RECORDS TO USE START

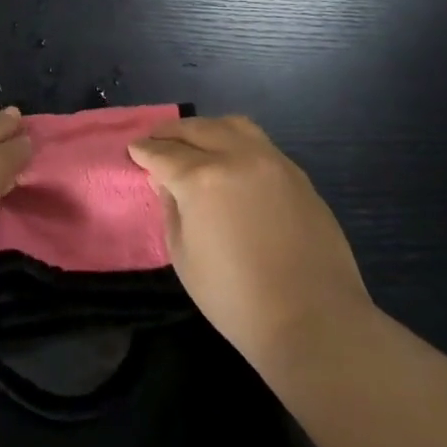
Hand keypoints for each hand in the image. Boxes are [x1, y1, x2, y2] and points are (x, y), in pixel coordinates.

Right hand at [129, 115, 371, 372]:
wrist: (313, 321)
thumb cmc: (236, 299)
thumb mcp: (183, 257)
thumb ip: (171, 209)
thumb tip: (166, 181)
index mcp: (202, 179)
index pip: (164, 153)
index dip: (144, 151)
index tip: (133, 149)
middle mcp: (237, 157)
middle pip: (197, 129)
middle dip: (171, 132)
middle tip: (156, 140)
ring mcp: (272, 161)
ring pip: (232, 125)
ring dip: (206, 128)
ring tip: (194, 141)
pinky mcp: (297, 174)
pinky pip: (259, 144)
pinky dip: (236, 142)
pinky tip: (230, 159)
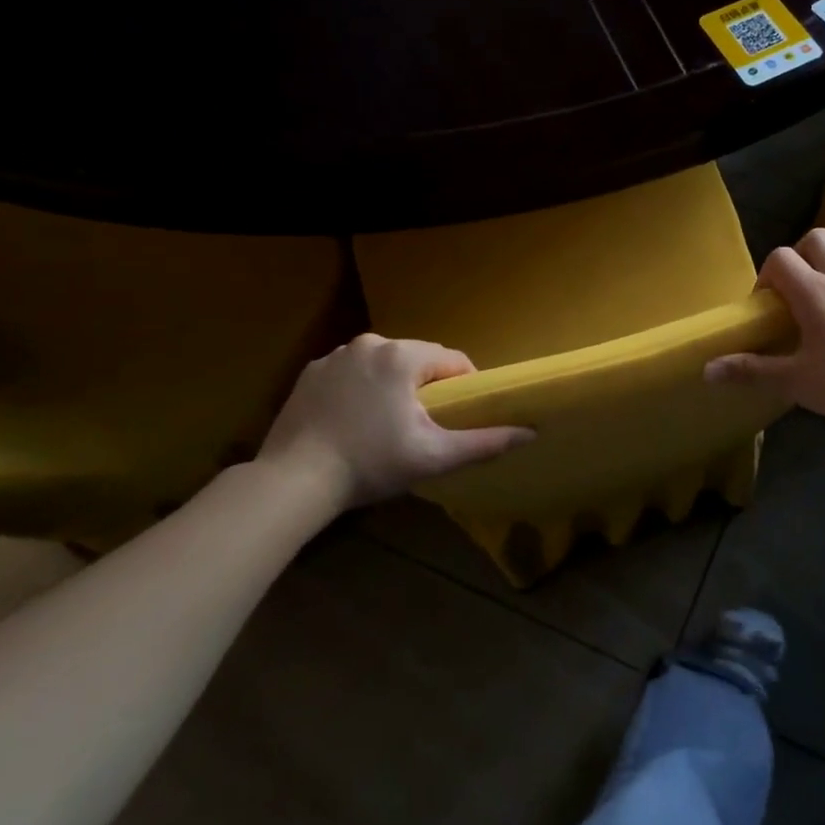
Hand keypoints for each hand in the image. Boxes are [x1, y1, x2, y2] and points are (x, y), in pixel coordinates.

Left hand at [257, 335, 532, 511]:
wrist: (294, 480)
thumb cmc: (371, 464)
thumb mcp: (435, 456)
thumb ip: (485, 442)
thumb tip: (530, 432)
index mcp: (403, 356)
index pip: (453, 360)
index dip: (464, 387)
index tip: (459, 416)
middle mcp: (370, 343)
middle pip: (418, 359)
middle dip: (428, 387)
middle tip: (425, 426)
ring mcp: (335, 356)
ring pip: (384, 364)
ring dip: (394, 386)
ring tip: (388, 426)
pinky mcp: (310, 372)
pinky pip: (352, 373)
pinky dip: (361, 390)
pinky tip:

RECORDS TO USE END
RECORDS TO USE START

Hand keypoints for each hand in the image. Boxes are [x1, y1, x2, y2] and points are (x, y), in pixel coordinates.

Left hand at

RECORDS TO USE END

### TASK ITEM
Among the lines above, find those containing the word "middle" and copy each.

### RESPONSE AREA
middle mcp: (237, 157)
middle pip: (197, 129)
middle dip: (171, 132)
middle tip: (156, 140)
middle mcp: (370, 343)
middle pip: (418, 359)
middle dip: (428, 387)
middle tip: (425, 426)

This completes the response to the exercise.